Part 6 tells the story of Brunilde Amodeo – PLEASE NOTE all of the images of Brunilde Amodeo in this article are taken from the ‘Archivio privato Brunella Bracardi’ (Milan, Italy),and reproduced her with the kind permission of Francesco Bacigalupo. Express permission is required to reproduce ANY of the images in this article – please contact Playing Pasts for more details 

 

To read the previous articles in this series please see the links below

Part 1 –  bit.ly/2NBMzZg   Part 2 –  bit.ly/2JKczw6   Part 3 –  bit.ly/38ACGl8

Part 4 –  bit.ly/36AWHWA Part 5 –  bit.ly/2vo8I4P

 

One of the thorniest problems, working on female sports history sources is the change of sportswomen’s surnames. In early 20th century Italy, women used to play sports until they got married: after marriage, they changed their surname, taking their husband’s name. This is a huge problem, above all when the historical research of heirs has to face a double generational leap, with a second surname change.

Last summer, after some research in Municipality of Milan’s Registry Office (which, due to its privacy policy, can only release to scholars  very little biographical information, such as the date and place of birth, but nothing about the children of the deceased), I started to sift through all the main Milanese cemeteries, to find more biographical information about the 1933 calciatrici. I was really lucky with Brunilde Amodeo, captain and central halfback of one of the GFC teams: I found the family tomb, where Brunilde (d. 2000), her husband Bianco Bracardi (d. 1971) and their daughter Brunella (d. 2016) had been buried. Checking in the 2016 newspapers’ obituaries, I discovered that Francesco was the name of Brunella’s son. Although I couldn’t find Francesco’s surname, I had discovered in Milan’s Registry Office, Brunilde’s last known address, so I went there, hoping that Francesco, Brunilde’s grandson, was still living in his grandmother’s house.

When I got there in late September 2019, I suddenly saw that the building had a lot of intercom bells: I was in a quandary, should I ring each of them? I decided to ask the doorman for some information: had he known an old woman called Brunilde Amodeo? He looked at me with some suspicion, avoiding answering clearly, although I explained to him that I was a sports historian. To overcome his (dutiful) suspicions, I showed him a photo depicting Brunilde as a footballer, taken from a 1933 newspaper. I had succeeded in convincing him and he phoned someone in the building, explaining to him who I was. Then he directed up to an upstairs apartment, where a man was staring at me from behind a door. When I showed him the photo I was holding in my hand, he said: ‘I know that picture’. I left the building two hours later, after having had a coffee while reading through Brunella’s memories and listening to Francesco talking about his grandmother’s life.

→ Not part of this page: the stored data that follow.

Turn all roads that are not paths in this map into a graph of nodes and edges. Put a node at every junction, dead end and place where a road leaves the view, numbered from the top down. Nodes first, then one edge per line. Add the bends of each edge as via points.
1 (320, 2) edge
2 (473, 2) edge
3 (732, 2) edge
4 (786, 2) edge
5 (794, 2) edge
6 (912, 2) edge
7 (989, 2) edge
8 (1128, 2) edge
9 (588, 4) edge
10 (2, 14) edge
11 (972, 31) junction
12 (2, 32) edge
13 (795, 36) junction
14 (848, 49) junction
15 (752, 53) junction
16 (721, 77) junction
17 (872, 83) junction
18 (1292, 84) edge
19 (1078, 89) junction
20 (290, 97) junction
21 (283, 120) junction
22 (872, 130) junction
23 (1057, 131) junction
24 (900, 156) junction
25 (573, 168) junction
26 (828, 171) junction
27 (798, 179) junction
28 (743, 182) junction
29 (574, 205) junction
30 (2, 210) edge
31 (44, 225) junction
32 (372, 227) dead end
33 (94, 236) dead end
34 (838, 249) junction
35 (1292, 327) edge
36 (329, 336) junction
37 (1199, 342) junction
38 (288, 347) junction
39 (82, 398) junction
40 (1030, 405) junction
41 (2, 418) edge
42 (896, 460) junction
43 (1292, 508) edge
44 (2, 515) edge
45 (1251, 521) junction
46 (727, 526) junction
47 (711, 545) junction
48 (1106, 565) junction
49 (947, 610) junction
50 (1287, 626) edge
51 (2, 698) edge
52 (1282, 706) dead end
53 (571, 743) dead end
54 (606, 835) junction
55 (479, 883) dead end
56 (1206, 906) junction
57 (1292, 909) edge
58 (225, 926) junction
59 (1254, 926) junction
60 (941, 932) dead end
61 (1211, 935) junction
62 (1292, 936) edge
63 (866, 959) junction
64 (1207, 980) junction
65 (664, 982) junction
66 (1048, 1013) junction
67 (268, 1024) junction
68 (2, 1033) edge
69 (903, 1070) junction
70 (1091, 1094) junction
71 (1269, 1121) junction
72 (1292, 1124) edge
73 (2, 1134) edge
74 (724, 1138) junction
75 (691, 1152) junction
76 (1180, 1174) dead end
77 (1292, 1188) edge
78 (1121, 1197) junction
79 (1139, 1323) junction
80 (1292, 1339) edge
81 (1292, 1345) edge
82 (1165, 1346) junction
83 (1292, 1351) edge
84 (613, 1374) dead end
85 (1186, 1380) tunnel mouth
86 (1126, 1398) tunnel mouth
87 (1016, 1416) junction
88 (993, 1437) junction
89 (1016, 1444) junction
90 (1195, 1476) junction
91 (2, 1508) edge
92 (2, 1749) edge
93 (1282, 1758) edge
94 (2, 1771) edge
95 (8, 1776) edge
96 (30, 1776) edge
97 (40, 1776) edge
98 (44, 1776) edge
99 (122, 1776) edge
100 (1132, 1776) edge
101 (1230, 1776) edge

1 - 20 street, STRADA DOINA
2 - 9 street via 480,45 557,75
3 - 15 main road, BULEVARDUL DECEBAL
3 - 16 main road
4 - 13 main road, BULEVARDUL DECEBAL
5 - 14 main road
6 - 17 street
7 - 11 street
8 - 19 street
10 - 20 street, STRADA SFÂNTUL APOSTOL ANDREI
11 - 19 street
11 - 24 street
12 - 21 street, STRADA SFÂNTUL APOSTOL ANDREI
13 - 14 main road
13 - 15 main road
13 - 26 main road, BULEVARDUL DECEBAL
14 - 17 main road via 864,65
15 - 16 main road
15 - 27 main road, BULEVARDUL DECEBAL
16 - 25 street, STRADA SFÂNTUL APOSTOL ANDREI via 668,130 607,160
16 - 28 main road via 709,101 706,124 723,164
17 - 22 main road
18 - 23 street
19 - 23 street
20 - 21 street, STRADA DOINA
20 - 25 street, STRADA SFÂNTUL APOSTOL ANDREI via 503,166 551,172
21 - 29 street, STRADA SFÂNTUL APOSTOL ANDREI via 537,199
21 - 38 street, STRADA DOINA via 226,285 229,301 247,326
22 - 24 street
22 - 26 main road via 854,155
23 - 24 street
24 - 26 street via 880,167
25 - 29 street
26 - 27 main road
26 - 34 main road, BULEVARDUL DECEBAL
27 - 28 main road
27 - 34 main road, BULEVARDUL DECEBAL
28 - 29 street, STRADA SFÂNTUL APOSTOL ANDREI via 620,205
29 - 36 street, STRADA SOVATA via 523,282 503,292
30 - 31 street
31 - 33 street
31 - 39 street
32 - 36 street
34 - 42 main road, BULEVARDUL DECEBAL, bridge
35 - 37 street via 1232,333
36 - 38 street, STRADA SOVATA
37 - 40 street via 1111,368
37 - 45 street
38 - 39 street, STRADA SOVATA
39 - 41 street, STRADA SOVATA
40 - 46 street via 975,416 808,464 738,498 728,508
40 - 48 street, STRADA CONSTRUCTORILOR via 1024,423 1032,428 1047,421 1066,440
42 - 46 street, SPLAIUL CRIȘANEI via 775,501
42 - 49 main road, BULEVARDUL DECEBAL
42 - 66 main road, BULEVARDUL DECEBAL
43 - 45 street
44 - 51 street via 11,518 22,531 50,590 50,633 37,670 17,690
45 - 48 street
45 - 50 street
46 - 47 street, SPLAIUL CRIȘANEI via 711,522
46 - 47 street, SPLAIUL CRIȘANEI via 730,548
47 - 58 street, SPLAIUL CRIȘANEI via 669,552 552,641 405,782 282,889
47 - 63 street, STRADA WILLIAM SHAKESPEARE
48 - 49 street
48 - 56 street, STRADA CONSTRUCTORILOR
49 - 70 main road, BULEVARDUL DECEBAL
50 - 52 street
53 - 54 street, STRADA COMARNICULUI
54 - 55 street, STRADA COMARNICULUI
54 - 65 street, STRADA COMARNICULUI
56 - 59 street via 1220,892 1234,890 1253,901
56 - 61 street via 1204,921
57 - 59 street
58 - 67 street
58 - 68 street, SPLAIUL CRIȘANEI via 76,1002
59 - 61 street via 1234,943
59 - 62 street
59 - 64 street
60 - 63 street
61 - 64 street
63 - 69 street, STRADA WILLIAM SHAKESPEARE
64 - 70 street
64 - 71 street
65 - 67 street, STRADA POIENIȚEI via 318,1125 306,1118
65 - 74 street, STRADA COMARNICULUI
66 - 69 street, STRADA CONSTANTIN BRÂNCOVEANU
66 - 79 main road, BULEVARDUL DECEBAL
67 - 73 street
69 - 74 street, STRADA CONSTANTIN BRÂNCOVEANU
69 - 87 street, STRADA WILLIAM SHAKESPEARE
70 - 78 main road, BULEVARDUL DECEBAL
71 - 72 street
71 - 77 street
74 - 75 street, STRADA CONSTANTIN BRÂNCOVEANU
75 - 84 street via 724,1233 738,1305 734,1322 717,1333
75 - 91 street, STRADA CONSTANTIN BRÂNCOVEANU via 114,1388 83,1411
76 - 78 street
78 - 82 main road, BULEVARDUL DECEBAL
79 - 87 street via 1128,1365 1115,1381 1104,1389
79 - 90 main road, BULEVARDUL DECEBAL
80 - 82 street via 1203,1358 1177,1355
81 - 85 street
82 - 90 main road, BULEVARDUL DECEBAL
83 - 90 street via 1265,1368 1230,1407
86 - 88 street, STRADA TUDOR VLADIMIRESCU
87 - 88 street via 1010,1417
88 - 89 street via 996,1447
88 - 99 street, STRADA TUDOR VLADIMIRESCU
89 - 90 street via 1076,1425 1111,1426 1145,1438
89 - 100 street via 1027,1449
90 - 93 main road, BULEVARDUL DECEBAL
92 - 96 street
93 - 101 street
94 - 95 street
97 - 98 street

Before sadly passing away in 2016, in December 2009 Brunilde’s only daughter Brunella Bracardi (later Bacigalupo), one of the first women to graduate in Civil Engineering from Milan Politecnico,  was able to write down the family history, which she called Gli amori dei nonni ‘Forefathers’ love stories’. In each chapter, Brunella tells her son about the life of each generation of ancestors and of course, a chapter is devoted to Brunilde and Bianco.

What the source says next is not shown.